■ Your instructions ■
Any image in the records is to be dropped, and everything else duplicated precisely.
————
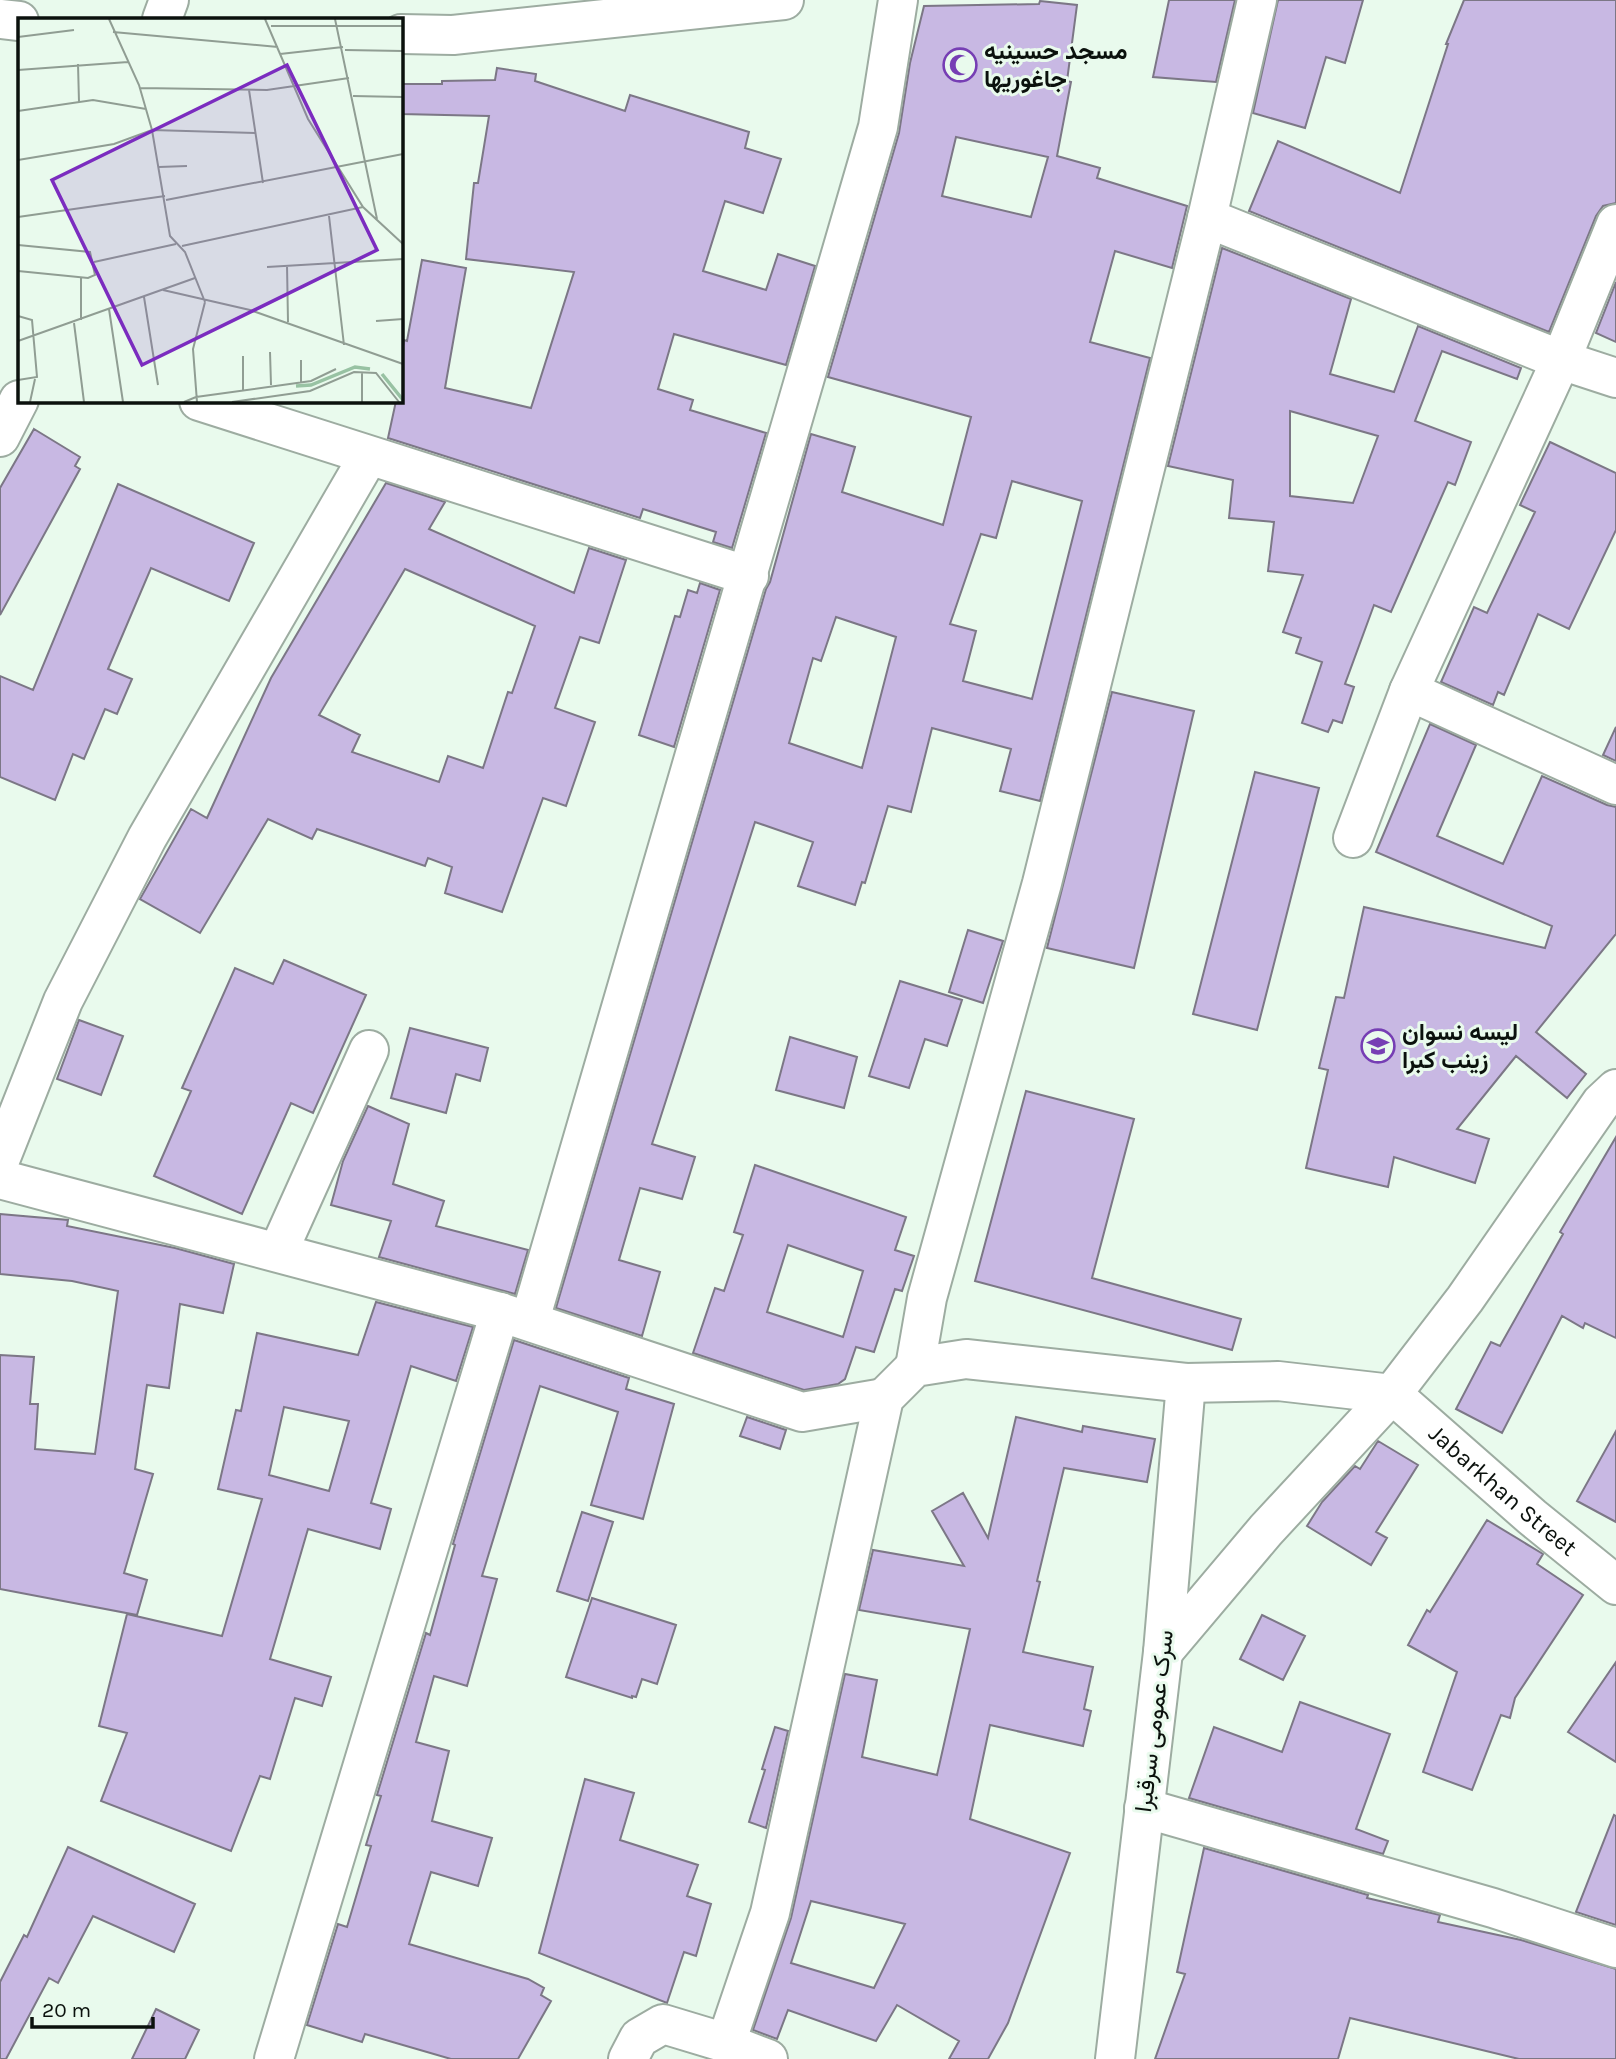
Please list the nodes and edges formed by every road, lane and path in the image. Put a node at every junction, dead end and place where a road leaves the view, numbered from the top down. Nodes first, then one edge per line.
1 (169, 0) edge
2 (784, 0) edge
3 (898, 0) edge
4 (1257, 0) edge
5 (162, 18) edge
6 (0, 19) edge
7 (18, 21) edge
8 (402, 34) edge
9 (1208, 218) junction
10 (1616, 224) edge
11 (1561, 359) junction
12 (1616, 377) edge
13 (18, 402) edge
14 (202, 402) edge
15 (0, 437) edge
16 (368, 457) junction
17 (749, 576) junction
18 (1409, 691) junction
19 (1616, 785) edge
20 (1353, 838) dead end
21 (369, 1050) dead end
22 (1616, 1088) edge
23 (0, 1160) edge
24 (0, 1179) edge
25 (278, 1252) junction
26 (515, 1316) junction
27 (915, 1367) junction
28 (1186, 1383) junction
29 (1392, 1394) junction
30 (884, 1398) junction
31 (1616, 1585) edge
32 (1163, 1652) junction
33 (1144, 1808) junction
34 (1616, 1948) edge
35 (726, 2043) junction
36 (274, 2059) edge
37 (628, 2059) edge
38 (768, 2059) edge
39 (1115, 2059) edge

1 - 5 street
2 - 8 street
3 - 17 street
4 - 9 street
6 - 7 street
9 - 11 street
9 - 27 street
10 - 11 street
11 - 12 street
11 - 18 street
13 - 15 street
14 - 16 street
16 - 17 street
16 - 23 street
17 - 26 street
18 - 19 street
18 - 20 street
21 - 25 street
22 - 29 street
24 - 25 street
25 - 26 street
26 - 30 street
26 - 36 street
27 - 28 street
27 - 30 street
28 - 29 street
28 - 32 street, سرک عمومی سرقبرا
29 - 31 street, Jabarkhan Street
29 - 32 street
30 - 35 street
32 - 33 street, سرک عمومی سرقبرا
33 - 34 street
33 - 39 street, سرک عمومی سرقبرا
35 - 37 street
35 - 38 street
————
■ Result for this task ■
Please list the nodes and edges formed by every road, lane and path in the image. Put a node at every junction, dead end and place where a road leaves the view, numbered from the top down. Nodes first, then one edge per line.
1 (169, 0) edge
2 (784, 0) edge
3 (898, 0) edge
4 (1257, 0) edge
5 (162, 18) edge
6 (0, 19) edge
7 (18, 21) edge
8 (402, 34) edge
9 (1208, 218) junction
10 (1616, 224) edge
11 (1561, 359) junction
12 (1616, 377) edge
13 (18, 402) edge
14 (202, 402) edge
15 (0, 437) edge
16 (368, 457) junction
17 (749, 576) junction
18 (1409, 691) junction
19 (1616, 785) edge
20 (1353, 838) dead end
21 (369, 1050) dead end
22 (1616, 1088) edge
23 (0, 1160) edge
24 (0, 1179) edge
25 (278, 1252) junction
26 (515, 1316) junction
27 (915, 1367) junction
28 (1186, 1383) junction
29 (1392, 1394) junction
30 (884, 1398) junction
31 (1616, 1585) edge
32 (1163, 1652) junction
33 (1144, 1808) junction
34 (1616, 1948) edge
35 (726, 2043) junction
36 (274, 2059) edge
37 (628, 2059) edge
38 (768, 2059) edge
39 (1115, 2059) edge

1 - 5 street
2 - 8 street
3 - 17 street
4 - 9 street
6 - 7 street
9 - 11 street
9 - 27 street
10 - 11 street
11 - 12 street
11 - 18 street
13 - 15 street
14 - 16 street
16 - 17 street
16 - 23 street
17 - 26 street
18 - 19 street
18 - 20 street
21 - 25 street
22 - 29 street
24 - 25 street
25 - 26 street
26 - 30 street
26 - 36 street
27 - 28 street
27 - 30 street
28 - 29 street
28 - 32 street, سرک عمومی سرقبرا
29 - 31 street, Jabarkhan Street
29 - 32 street
30 - 35 street
32 - 33 street, سرک عمومی سرقبرا
33 - 34 street
33 - 39 street, سرک عمومی سرقبرا
35 - 37 street
35 - 38 street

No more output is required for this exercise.